Materials provided ->
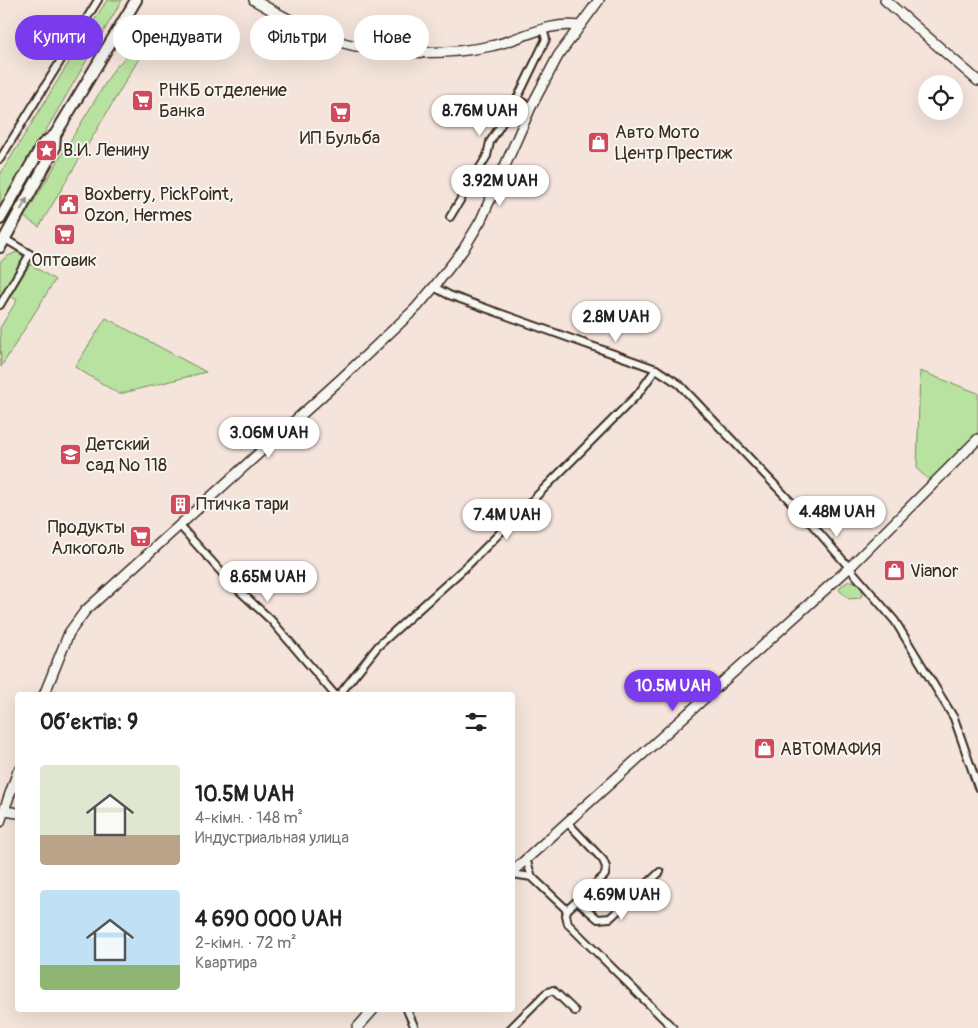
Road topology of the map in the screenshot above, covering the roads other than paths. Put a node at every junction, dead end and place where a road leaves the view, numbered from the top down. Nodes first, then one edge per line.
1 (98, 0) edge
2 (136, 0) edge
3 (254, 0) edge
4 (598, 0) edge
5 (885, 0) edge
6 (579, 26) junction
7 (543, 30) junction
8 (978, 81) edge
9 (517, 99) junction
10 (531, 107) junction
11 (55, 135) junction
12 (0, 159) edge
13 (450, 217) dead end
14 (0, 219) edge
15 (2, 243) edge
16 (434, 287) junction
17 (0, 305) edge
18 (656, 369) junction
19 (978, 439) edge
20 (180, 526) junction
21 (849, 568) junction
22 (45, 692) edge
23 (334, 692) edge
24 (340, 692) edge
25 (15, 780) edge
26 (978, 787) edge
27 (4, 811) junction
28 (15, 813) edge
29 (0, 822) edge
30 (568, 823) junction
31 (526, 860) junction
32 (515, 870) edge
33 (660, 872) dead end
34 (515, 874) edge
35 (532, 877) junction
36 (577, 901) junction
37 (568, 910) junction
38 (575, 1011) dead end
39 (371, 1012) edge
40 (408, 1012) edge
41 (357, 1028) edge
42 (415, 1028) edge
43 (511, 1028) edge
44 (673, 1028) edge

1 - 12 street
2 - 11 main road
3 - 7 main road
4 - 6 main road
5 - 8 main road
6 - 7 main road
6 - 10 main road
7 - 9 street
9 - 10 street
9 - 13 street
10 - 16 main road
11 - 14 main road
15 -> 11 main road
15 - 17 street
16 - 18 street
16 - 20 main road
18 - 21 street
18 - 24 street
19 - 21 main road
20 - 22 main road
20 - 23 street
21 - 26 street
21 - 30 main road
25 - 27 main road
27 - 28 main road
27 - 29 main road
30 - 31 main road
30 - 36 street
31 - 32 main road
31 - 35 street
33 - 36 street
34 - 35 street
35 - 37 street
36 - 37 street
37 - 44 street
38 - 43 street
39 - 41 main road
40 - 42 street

Your instructions ->
Out of the records above, pull each line containing the word "dead".

Written answer ->
Road topology of the map in the screenshot above, covering the roads other than paths. Put a node at every junction, dead end and place where a road leaves the view, numbered from the top down. Nodes first, then one edge per line.
13 (450, 217) dead end
33 (660, 872) dead end
38 (575, 1011) dead end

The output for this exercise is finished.